### BRIEF
What is needed is a copy of each line in the listing below that contains "Badstraße".

### DATA FOR THIS TASK

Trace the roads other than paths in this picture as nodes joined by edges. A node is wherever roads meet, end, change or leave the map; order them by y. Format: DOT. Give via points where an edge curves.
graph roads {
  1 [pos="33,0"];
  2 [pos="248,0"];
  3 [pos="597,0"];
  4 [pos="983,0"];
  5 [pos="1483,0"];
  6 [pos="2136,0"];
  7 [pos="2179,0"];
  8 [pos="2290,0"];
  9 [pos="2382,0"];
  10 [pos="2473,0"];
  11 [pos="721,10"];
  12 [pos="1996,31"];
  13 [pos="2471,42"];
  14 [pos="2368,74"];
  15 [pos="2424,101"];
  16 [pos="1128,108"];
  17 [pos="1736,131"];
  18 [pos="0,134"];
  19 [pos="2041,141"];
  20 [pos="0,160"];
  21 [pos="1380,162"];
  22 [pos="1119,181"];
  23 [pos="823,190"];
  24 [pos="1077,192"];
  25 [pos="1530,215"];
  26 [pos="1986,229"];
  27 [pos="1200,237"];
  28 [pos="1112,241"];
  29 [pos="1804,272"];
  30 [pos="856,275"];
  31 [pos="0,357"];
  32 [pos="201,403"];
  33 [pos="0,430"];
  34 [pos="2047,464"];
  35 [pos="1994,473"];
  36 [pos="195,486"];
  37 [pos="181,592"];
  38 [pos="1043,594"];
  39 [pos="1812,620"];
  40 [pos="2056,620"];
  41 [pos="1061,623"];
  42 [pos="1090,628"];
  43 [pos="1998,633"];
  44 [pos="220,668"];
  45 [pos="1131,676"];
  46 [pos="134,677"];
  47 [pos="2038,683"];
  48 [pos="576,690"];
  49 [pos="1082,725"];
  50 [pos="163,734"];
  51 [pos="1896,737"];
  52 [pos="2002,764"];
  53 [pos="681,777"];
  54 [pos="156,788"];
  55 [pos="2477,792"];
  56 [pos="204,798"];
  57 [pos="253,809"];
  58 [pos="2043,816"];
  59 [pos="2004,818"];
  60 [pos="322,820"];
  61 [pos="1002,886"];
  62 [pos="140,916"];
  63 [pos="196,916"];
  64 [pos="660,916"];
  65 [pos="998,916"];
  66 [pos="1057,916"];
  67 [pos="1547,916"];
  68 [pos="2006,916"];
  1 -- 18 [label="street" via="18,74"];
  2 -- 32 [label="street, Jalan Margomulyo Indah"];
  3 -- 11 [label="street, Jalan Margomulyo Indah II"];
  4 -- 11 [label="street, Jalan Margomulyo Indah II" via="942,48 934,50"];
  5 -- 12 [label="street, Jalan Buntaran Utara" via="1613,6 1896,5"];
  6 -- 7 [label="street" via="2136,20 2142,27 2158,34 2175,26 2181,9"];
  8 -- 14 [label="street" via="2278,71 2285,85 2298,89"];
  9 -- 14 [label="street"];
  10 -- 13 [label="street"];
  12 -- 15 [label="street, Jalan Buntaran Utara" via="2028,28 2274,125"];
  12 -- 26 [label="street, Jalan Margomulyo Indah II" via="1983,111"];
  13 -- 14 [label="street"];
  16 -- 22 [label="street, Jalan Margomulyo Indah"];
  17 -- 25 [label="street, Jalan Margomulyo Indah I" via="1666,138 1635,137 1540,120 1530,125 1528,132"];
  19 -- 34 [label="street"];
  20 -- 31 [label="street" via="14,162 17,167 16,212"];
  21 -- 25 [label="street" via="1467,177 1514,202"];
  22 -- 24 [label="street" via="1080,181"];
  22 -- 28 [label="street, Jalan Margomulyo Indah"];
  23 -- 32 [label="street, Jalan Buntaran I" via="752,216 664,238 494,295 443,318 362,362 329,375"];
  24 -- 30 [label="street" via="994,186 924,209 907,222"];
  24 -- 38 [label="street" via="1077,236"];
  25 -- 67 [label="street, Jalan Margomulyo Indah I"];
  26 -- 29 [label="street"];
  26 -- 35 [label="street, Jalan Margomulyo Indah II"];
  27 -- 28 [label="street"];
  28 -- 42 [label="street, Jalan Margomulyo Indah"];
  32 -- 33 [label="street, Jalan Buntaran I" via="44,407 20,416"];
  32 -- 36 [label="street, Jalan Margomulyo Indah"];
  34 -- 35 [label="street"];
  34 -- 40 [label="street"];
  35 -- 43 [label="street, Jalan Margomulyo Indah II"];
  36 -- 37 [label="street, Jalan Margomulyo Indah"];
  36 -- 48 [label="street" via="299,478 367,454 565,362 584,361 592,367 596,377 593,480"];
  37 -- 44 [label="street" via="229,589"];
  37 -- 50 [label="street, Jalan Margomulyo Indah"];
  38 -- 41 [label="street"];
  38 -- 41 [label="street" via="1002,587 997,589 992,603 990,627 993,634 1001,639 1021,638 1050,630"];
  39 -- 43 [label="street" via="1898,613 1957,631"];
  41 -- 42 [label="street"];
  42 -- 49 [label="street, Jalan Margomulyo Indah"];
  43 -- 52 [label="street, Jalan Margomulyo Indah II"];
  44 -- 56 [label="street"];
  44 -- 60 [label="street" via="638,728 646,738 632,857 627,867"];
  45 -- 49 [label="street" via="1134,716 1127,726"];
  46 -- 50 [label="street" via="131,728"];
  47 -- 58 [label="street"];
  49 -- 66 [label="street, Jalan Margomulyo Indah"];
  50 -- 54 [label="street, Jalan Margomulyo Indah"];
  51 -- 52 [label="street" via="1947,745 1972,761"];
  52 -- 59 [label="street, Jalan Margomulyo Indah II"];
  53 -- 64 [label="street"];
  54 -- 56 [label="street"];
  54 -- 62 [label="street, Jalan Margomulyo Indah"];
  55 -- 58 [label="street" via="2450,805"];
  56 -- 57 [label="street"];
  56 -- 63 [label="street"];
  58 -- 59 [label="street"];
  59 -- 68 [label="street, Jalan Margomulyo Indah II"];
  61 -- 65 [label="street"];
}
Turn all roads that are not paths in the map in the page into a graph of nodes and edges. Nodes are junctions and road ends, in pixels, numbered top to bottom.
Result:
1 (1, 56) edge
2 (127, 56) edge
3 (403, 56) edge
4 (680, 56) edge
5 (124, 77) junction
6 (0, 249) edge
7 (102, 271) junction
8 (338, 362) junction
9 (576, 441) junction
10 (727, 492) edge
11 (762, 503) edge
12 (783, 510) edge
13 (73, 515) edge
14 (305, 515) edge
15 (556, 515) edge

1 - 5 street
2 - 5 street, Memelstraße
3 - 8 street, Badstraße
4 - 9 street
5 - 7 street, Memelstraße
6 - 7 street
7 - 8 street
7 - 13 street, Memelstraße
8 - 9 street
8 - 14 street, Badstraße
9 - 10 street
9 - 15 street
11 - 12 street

### RESPONSE BELOW
3 - 8 street, Badstraße
8 - 14 street, Badstraße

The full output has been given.